If I told you that there was an asset that is an excellent store of value even in inflationary conditions, how much of your gold portfolio would you reallocate to that asset? One percent? Three percent? Fifty percent? All of it? Sure, whatever, if you believed me. But we are just assuming that bitcoin actually fulfills that function, in order to decide its valuation. Bitcoin has had a pretty good run, but so far it’s a short one; there’s no historical experience of bitcoin retaining its value in periods of global financial crisis or rich-world inflation or even just, you know, people not talking about bitcoin for a minute. So far the evidence that bitcoin is a good store of value consists of the fact that bitcoin’s price keeps going up. That is not bad evidence! But it is not a ton of evidence to build a store-of-value valuation around.

If Matt told me, I would allocate at least two percent.


On another topic , from the Link:

..."Treasury took the administration's growth assumptions about a different tax plan, plugged them unaltered into this tax plan, and found that it pays for itself, without showing any work. As a piece of economic analysis it is not especially compelling, but as an exercise in the art of writing a piece of paper that says what you were assigned to say, I find it rather impressive."

Sweet Home, Alabama !

Sounds like the algorithm that created the hockey stick. Plug in random data, and AGW!

What's the dollar value of all the gold in the world? In vaults? In jewelry that could easily be melted down? In industrial products where the gold couldn't be easily recovered?

What would you compare it to, the total theoretical value of all possible cryptocurrencies which could be mined, if everyone set their mind to it?

I already know someone who holds some of each, the top ten "coins" by market cap.

Solving for equilibrium, the more money that flows into "coins" the larger the market and the broader the diversification. But that seems a limit too, because Bitcoin is diluted by a viable Etherium market, Etherium is diluted by a viable Litecoin market, etc., etc.

Shall I compare Bitcoin to a summer's day?

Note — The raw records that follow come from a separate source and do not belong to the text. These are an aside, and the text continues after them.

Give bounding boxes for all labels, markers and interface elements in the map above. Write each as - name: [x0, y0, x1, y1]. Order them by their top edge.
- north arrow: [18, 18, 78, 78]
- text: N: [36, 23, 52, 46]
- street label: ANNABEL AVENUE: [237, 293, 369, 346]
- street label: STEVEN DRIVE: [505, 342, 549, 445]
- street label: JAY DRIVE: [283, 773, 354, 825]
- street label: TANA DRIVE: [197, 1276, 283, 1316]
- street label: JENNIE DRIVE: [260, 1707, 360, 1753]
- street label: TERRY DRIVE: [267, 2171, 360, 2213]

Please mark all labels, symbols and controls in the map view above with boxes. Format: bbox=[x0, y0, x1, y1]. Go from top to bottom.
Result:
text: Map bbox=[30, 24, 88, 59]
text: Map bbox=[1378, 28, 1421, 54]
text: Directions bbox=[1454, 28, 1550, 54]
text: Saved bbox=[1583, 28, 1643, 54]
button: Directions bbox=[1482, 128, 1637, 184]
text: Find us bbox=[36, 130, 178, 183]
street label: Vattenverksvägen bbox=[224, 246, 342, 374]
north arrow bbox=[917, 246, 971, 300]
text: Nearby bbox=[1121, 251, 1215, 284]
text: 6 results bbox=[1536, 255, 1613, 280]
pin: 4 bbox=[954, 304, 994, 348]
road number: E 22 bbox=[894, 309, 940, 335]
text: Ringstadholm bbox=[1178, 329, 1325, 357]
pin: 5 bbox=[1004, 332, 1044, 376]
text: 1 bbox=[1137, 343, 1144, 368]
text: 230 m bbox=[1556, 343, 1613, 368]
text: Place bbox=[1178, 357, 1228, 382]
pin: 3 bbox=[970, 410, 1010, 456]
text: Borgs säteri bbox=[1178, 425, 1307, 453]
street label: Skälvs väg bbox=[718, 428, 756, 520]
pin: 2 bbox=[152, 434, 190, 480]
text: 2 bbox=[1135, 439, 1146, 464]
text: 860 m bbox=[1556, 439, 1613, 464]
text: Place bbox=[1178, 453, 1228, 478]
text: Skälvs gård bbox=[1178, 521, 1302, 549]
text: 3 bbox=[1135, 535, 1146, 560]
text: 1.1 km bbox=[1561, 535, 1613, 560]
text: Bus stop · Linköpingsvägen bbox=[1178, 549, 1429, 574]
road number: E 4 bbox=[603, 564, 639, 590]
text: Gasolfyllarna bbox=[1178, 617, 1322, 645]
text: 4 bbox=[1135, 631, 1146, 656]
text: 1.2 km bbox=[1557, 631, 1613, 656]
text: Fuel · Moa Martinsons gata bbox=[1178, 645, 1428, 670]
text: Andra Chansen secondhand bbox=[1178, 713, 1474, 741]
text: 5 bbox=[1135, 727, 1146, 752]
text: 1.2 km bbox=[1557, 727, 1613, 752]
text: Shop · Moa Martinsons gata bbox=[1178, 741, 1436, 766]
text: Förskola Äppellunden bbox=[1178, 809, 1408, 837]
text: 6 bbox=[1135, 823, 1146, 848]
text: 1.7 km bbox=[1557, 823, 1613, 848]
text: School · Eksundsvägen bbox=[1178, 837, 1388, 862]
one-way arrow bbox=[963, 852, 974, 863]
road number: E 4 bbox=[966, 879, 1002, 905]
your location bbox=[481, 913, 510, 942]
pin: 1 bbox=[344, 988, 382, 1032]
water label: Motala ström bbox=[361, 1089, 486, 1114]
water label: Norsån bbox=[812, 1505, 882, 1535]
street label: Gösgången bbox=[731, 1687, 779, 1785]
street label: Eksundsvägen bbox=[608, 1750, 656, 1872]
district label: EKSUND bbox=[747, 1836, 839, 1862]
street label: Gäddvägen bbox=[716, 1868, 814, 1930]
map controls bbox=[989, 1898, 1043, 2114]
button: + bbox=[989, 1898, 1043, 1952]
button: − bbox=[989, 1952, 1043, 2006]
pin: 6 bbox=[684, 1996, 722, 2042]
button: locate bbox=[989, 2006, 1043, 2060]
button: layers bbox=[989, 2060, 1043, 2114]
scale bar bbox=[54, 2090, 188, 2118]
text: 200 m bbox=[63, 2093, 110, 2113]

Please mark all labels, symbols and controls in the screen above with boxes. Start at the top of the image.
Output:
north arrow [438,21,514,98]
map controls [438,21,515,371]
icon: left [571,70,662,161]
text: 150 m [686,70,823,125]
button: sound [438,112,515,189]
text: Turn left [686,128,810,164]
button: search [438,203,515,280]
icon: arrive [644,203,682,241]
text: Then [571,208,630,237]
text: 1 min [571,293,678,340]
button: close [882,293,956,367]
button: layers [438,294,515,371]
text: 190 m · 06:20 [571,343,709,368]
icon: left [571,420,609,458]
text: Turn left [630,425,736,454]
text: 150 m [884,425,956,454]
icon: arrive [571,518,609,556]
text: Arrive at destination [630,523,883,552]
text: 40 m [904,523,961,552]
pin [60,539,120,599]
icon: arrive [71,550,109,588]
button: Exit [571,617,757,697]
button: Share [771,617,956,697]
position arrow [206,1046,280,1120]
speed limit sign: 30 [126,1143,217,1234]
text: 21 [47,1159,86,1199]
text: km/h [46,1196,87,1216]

A Bitcoin doth not a summer make.

To Bit or not to Bit, that is the question. Whether 'tis nobler in the wallet to suffer the slings and arrows of outrageous volatility, or to take a short position against a sea of troubles.

There's obviously a tension that more crypto-currencies give portfolio diversity and a bigger overall market but increase transaction costs by becoming intolerably small/volatile at the margin (to the point of unfeasibility?).

Where is the equilibrium?

You use Alistaircoin and I'll use Bearcoin.

No, probably not. Assuming a soft Bitcoin landing I take the wild guess of 10 to 20 mainstream and another 1000 wannabes.

as part of a pitch recently, I heard that there is $8 trillion gold, of which $2 trillion is used in industry, jewellery and so on, and the rest is a store of value.

+1 Useful. Certainly gold would be nowhere near it's price if it was mostly industrial use.

It's reasonable to include all the other precious metals where a significant part of the market price is store of value; platinum and silver at least.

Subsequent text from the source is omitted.